It provides for an additional 36 billion euros compared to the last programming law (2023), or 436 billion in budgetary investments over the period 2024-2030. The deputies of the National Rally and the Socialist Party abstained, and La France insoumise voted against the article. Some 13.3 billion additional resources are supposed to be added to the effort, coming from real estate revenues or income from the army health service for example.
“Intensify our rearmament effort”
For Catherine Vautrin, Minister of the Armed Forces, the text reflects the “need to accelerate, to densify our rearmament effort”, with “feedback” from “Ukraine and the Near and Middle East”, particularly on the importance of stocks of missiles and shells, or on the predominant place of drones. Thus, the new roadmap provides, for example, 8.5 billion more for munitions (26 billion over the entire period), or two additional billion for drones (8.4 billion over the period).
According to this trajectory, the annual military budget would then be 76.3 billion in 2030, or 2.5% of GDP. However, the path drawn must still be validated each year when the state budget is adopted, and Parliament can therefore deviate from it. In addition, the 2027 presidential election is likely to reshuffle the cards. Laurent Jacobelli, deputy of the National Rally, thus accused Emmanuel Macron of wanting to “force the hand” of the future resident of the Élysée, who in any case “will redo a programming law” corresponding to his program.
Bastien Lachaud, deputy for La France insoumise, criticized the absence of new tax resources, particularly on high incomes, to finance the announced effort, judging that it would have repercussions as it stands on social or public service expenditure: “How do you expect the French to accept so much (military) expenses when you explain to them that there is no money for the rest.”

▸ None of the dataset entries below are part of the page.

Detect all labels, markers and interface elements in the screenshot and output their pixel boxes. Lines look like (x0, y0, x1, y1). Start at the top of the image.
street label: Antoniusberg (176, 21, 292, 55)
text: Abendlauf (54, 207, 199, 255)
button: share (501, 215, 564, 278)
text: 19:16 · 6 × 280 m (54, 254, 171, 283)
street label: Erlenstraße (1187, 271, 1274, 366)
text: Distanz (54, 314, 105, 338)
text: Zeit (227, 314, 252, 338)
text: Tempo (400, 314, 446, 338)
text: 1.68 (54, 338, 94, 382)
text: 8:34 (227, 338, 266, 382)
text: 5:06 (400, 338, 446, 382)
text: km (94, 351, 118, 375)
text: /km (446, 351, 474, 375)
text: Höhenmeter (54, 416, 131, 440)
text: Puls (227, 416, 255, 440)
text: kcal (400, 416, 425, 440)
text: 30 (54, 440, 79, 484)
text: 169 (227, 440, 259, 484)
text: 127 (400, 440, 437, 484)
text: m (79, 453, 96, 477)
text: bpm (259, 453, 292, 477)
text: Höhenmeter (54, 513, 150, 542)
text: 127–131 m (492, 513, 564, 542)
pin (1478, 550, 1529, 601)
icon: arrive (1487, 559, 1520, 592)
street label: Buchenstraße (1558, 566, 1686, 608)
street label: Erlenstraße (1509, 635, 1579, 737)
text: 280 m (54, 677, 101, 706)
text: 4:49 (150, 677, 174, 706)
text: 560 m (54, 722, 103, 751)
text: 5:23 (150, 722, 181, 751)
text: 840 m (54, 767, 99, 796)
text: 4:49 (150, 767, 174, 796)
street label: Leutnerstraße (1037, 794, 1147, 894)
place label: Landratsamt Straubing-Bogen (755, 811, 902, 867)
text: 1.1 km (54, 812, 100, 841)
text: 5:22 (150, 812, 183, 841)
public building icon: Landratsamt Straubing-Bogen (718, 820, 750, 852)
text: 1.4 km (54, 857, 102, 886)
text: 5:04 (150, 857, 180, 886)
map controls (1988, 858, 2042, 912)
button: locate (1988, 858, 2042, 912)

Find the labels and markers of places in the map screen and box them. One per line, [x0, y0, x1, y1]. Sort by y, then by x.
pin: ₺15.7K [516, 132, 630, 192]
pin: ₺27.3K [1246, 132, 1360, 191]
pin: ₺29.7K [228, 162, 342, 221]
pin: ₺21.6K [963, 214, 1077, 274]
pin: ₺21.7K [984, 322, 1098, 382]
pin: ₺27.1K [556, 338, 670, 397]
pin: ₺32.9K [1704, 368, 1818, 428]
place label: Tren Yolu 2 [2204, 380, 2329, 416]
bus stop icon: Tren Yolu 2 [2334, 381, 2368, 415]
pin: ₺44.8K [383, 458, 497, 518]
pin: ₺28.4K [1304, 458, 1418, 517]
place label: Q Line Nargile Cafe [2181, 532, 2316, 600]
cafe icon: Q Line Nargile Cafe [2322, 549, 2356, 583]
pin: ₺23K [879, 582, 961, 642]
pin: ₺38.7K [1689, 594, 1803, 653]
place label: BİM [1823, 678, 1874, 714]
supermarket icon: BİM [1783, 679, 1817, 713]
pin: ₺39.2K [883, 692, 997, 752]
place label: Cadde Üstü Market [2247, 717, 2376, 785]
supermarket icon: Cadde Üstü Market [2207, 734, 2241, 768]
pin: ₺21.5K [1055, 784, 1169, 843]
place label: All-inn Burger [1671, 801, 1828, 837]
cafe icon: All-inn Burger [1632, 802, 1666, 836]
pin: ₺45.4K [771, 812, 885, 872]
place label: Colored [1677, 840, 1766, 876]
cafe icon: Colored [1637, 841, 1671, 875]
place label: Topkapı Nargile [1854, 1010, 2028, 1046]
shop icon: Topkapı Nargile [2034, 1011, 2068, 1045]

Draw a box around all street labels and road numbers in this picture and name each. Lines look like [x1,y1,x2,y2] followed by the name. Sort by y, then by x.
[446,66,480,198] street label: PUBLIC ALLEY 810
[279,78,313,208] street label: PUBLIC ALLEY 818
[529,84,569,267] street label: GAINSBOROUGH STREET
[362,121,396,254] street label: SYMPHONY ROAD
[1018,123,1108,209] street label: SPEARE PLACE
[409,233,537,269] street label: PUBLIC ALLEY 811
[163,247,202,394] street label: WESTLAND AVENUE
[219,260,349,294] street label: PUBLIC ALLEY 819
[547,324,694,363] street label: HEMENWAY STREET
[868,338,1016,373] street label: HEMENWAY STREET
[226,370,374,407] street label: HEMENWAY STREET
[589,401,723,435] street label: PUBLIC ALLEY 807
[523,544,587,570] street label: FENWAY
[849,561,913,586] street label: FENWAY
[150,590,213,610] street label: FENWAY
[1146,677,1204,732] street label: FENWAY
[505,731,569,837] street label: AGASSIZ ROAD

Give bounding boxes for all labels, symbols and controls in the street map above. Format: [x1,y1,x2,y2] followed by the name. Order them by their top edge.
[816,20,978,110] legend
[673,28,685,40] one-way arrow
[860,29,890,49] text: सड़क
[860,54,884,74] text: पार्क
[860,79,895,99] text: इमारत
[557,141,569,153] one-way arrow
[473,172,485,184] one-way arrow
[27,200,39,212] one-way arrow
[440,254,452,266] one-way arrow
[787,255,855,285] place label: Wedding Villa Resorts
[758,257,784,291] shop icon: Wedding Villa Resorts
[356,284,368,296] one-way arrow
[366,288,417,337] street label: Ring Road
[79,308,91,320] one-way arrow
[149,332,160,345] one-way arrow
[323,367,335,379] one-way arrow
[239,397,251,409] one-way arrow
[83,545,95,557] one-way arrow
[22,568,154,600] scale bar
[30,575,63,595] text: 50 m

Supervision of publications
The deputies spent almost the entire week debating a report annexed to the bill, a sort of road map supposed to direct investments, without normative value. On Thursday, however, the deputies approved concrete measures, such as regulating the publication of works, in particular books, by intelligence agents and ex-agents. A measure aimed at avoiding the disclosure of elements that could endanger operations or other agents. The competent minister could control before publication of the “works of the mind” of members of certain services (DGSE, DGSI, DRM, DRSD, DNRED, TRACFIN), under penalty of criminal sanctions, and up to ten years after the termination of an agent’s functions.
Against his advice, the deputies set a deadline of two months for the government to oppose the publication, the absence of a response being equivalent to authorization. Jérémie Iordanoff, environmentalist MP, and Aurélien Saintoul, MP for La France insoumise, were concerned about a disproportionate attack on freedom of expression, or even a questioning of the protection of whistleblowers. The Assembly also approved an article expanding the possibility for intelligence to use algorithms, to track and exploit connection data on the web, in particular “for national defense” and against “organized crime” and trafficking of narcotics or weapons.